YOUR GOAL -
Exactly as given, reproduce the records in full.

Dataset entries
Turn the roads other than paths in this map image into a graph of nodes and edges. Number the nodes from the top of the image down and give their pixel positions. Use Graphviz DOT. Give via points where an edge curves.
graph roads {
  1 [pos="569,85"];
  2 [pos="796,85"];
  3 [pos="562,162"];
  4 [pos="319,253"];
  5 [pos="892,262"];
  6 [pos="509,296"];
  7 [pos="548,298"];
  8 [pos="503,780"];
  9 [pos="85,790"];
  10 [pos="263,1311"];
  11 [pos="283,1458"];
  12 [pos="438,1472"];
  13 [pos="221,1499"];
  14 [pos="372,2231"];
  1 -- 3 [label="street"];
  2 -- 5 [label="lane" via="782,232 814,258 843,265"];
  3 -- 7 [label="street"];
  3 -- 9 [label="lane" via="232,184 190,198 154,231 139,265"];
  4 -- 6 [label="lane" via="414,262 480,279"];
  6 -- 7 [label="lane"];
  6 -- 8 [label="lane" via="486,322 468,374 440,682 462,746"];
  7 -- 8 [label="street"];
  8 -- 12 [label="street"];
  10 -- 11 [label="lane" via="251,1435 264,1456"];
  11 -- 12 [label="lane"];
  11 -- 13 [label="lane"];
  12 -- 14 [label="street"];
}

ANSWER SPACE -
Turn the roads other than paths in this map image into a graph of nodes and edges. Number the nodes from the top of the image down and give their pixel positions. Use Graphviz DOT. Give via points where an edge curves.
graph roads {
  1 [pos="569,85"];
  2 [pos="796,85"];
  3 [pos="562,162"];
  4 [pos="319,253"];
  5 [pos="892,262"];
  6 [pos="509,296"];
  7 [pos="548,298"];
  8 [pos="503,780"];
  9 [pos="85,790"];
  10 [pos="263,1311"];
  11 [pos="283,1458"];
  12 [pos="438,1472"];
  13 [pos="221,1499"];
  14 [pos="372,2231"];
  1 -- 3 [label="street"];
  2 -- 5 [label="lane" via="782,232 814,258 843,265"];
  3 -- 7 [label="street"];
  3 -- 9 [label="lane" via="232,184 190,198 154,231 139,265"];
  4 -- 6 [label="lane" via="414,262 480,279"];
  6 -- 7 [label="lane"];
  6 -- 8 [label="lane" via="486,322 468,374 440,682 462,746"];
  7 -- 8 [label="street"];
  8 -- 12 [label="street"];
  10 -- 11 [label="lane" via="251,1435 264,1456"];
  11 -- 12 [label="lane"];
  11 -- 13 [label="lane"];
  12 -- 14 [label="street"];
}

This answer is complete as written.